**Supplied material:**

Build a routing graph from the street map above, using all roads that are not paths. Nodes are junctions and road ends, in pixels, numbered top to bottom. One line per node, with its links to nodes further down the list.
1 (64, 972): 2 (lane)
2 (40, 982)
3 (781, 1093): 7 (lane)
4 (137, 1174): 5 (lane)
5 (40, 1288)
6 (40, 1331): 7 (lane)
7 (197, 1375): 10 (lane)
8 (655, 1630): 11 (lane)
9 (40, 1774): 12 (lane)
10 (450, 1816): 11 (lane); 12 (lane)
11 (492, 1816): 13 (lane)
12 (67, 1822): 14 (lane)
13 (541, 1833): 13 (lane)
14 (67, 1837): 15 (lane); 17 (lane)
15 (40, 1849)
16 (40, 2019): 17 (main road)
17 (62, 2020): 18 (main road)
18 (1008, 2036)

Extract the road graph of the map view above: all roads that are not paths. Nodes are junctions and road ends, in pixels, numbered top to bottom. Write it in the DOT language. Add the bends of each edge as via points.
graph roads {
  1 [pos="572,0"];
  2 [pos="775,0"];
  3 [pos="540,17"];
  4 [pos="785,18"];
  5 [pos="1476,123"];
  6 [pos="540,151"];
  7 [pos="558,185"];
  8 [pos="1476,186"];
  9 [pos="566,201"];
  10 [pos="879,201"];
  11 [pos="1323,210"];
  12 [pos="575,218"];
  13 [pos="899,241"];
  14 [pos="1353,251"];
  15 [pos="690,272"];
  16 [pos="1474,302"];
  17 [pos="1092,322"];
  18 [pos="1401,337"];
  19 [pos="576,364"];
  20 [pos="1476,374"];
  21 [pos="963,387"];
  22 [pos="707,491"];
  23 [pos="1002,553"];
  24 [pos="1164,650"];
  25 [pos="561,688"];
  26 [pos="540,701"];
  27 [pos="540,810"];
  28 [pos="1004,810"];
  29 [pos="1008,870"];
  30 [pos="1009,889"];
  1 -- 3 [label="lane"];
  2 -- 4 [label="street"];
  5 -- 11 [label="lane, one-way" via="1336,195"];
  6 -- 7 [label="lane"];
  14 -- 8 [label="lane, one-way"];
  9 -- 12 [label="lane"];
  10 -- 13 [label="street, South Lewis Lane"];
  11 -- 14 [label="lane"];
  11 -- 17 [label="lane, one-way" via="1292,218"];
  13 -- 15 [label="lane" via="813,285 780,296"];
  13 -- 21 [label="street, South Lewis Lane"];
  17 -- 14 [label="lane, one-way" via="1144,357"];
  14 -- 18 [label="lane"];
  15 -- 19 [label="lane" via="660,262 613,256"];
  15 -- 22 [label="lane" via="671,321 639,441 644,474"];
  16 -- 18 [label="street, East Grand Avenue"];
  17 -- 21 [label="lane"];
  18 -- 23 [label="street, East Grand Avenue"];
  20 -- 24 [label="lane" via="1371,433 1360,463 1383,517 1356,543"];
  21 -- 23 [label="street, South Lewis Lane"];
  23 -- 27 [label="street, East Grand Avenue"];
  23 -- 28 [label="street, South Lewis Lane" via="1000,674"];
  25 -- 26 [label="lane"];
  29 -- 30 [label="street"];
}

**Action item:**
Print the material in full, exactly as written.

**Output:**
Build a routing graph from the street map above, using all roads that are not paths. Nodes are junctions and road ends, in pixels, numbered top to bottom. One line per node, with its links to nodes further down the list.
1 (64, 972): 2 (lane)
2 (40, 982)
3 (781, 1093): 7 (lane)
4 (137, 1174): 5 (lane)
5 (40, 1288)
6 (40, 1331): 7 (lane)
7 (197, 1375): 10 (lane)
8 (655, 1630): 11 (lane)
9 (40, 1774): 12 (lane)
10 (450, 1816): 11 (lane); 12 (lane)
11 (492, 1816): 13 (lane)
12 (67, 1822): 14 (lane)
13 (541, 1833): 13 (lane)
14 (67, 1837): 15 (lane); 17 (lane)
15 (40, 1849)
16 (40, 2019): 17 (main road)
17 (62, 2020): 18 (main road)
18 (1008, 2036)

Extract the road graph of the map view above: all roads that are not paths. Nodes are junctions and road ends, in pixels, numbered top to bottom. Write it in the DOT language. Add the bends of each edge as via points.
graph roads {
  1 [pos="572,0"];
  2 [pos="775,0"];
  3 [pos="540,17"];
  4 [pos="785,18"];
  5 [pos="1476,123"];
  6 [pos="540,151"];
  7 [pos="558,185"];
  8 [pos="1476,186"];
  9 [pos="566,201"];
  10 [pos="879,201"];
  11 [pos="1323,210"];
  12 [pos="575,218"];
  13 [pos="899,241"];
  14 [pos="1353,251"];
  15 [pos="690,272"];
  16 [pos="1474,302"];
  17 [pos="1092,322"];
  18 [pos="1401,337"];
  19 [pos="576,364"];
  20 [pos="1476,374"];
  21 [pos="963,387"];
  22 [pos="707,491"];
  23 [pos="1002,553"];
  24 [pos="1164,650"];
  25 [pos="561,688"];
  26 [pos="540,701"];
  27 [pos="540,810"];
  28 [pos="1004,810"];
  29 [pos="1008,870"];
  30 [pos="1009,889"];
  1 -- 3 [label="lane"];
  2 -- 4 [label="street"];
  5 -- 11 [label="lane, one-way" via="1336,195"];
  6 -- 7 [label="lane"];
  14 -- 8 [label="lane, one-way"];
  9 -- 12 [label="lane"];
  10 -- 13 [label="street, South Lewis Lane"];
  11 -- 14 [label="lane"];
  11 -- 17 [label="lane, one-way" via="1292,218"];
  13 -- 15 [label="lane" via="813,285 780,296"];
  13 -- 21 [label="street, South Lewis Lane"];
  17 -- 14 [label="lane, one-way" via="1144,357"];
  14 -- 18 [label="lane"];
  15 -- 19 [label="lane" via="660,262 613,256"];
  15 -- 22 [label="lane" via="671,321 639,441 644,474"];
  16 -- 18 [label="street, East Grand Avenue"];
  17 -- 21 [label="lane"];
  18 -- 23 [label="street, East Grand Avenue"];
  20 -- 24 [label="lane" via="1371,433 1360,463 1383,517 1356,543"];
  21 -- 23 [label="street, South Lewis Lane"];
  23 -- 27 [label="street, East Grand Avenue"];
  23 -- 28 [label="street, South Lewis Lane" via="1000,674"];
  25 -- 26 [label="lane"];
  29 -- 30 [label="street"];
}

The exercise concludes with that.